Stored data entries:

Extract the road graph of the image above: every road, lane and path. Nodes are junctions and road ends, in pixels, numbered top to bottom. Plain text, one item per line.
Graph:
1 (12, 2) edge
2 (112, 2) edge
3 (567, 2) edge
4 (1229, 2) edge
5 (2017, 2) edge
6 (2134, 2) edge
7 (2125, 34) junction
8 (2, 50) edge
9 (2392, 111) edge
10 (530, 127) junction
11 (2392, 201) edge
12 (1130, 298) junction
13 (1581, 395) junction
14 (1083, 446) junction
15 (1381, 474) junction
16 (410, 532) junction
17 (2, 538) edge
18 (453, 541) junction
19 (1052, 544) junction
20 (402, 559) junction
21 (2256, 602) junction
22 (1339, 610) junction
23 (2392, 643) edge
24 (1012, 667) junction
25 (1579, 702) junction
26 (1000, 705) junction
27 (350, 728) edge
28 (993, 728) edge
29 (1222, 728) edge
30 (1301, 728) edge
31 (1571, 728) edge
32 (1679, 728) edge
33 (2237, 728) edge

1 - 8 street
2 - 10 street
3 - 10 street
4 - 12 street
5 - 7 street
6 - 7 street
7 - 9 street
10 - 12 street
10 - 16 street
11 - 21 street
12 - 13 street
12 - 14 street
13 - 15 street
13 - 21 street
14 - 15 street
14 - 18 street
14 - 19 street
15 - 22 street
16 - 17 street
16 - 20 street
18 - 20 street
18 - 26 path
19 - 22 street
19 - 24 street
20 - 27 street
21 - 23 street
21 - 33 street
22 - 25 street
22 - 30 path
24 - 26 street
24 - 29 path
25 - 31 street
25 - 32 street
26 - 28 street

* * *

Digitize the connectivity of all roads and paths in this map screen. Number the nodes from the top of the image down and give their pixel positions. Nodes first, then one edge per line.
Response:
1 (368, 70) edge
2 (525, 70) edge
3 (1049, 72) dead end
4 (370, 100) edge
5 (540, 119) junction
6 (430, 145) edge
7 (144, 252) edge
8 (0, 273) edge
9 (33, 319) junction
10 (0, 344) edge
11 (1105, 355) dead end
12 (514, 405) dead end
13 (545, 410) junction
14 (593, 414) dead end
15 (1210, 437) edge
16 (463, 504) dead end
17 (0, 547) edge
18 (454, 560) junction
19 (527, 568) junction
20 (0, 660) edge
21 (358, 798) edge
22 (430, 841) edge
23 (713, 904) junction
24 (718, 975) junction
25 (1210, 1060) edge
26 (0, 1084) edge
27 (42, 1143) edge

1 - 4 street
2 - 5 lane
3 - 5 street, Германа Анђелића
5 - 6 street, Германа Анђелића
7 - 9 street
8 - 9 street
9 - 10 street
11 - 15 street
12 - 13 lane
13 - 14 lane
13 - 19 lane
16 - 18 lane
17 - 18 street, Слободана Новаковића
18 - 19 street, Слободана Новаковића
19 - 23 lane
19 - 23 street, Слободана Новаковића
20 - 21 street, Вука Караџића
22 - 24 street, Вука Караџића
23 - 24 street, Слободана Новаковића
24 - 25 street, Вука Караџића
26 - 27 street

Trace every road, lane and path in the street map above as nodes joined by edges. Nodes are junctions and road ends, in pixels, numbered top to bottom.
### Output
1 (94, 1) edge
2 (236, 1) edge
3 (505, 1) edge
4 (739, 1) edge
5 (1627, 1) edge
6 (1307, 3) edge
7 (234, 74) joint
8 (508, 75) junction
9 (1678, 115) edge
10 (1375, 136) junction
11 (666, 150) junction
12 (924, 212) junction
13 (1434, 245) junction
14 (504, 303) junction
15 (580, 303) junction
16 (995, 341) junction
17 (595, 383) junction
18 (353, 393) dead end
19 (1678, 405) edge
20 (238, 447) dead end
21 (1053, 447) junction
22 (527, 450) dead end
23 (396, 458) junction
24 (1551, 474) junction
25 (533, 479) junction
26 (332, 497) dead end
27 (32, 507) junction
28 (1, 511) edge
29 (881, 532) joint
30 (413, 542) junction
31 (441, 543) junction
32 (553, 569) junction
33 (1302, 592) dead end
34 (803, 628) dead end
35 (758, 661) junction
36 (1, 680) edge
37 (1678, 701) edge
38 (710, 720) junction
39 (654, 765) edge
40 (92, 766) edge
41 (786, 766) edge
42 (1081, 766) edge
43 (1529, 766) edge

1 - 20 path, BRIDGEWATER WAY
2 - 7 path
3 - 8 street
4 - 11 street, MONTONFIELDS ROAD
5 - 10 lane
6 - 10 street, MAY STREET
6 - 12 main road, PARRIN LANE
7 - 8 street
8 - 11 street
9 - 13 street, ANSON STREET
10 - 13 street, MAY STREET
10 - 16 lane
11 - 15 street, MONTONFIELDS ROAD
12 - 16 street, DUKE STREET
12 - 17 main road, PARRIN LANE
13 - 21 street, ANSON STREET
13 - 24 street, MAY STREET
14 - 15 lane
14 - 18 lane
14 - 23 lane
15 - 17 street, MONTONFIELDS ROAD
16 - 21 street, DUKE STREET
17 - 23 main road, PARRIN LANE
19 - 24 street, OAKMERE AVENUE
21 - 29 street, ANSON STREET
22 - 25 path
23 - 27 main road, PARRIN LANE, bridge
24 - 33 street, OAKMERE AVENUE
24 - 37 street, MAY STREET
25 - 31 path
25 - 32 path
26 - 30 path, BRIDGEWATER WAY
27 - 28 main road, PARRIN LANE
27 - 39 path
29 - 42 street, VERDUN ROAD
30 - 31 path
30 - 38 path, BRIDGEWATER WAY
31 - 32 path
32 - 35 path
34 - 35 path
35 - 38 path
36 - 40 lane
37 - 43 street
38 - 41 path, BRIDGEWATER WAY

▸ Activity: From the entries above, return each line with the word "Караџића" in it.

▸ Response:
20 - 21 street, Вука Караџића
22 - 24 street, Вука Караџића
24 - 25 street, Вука Караџића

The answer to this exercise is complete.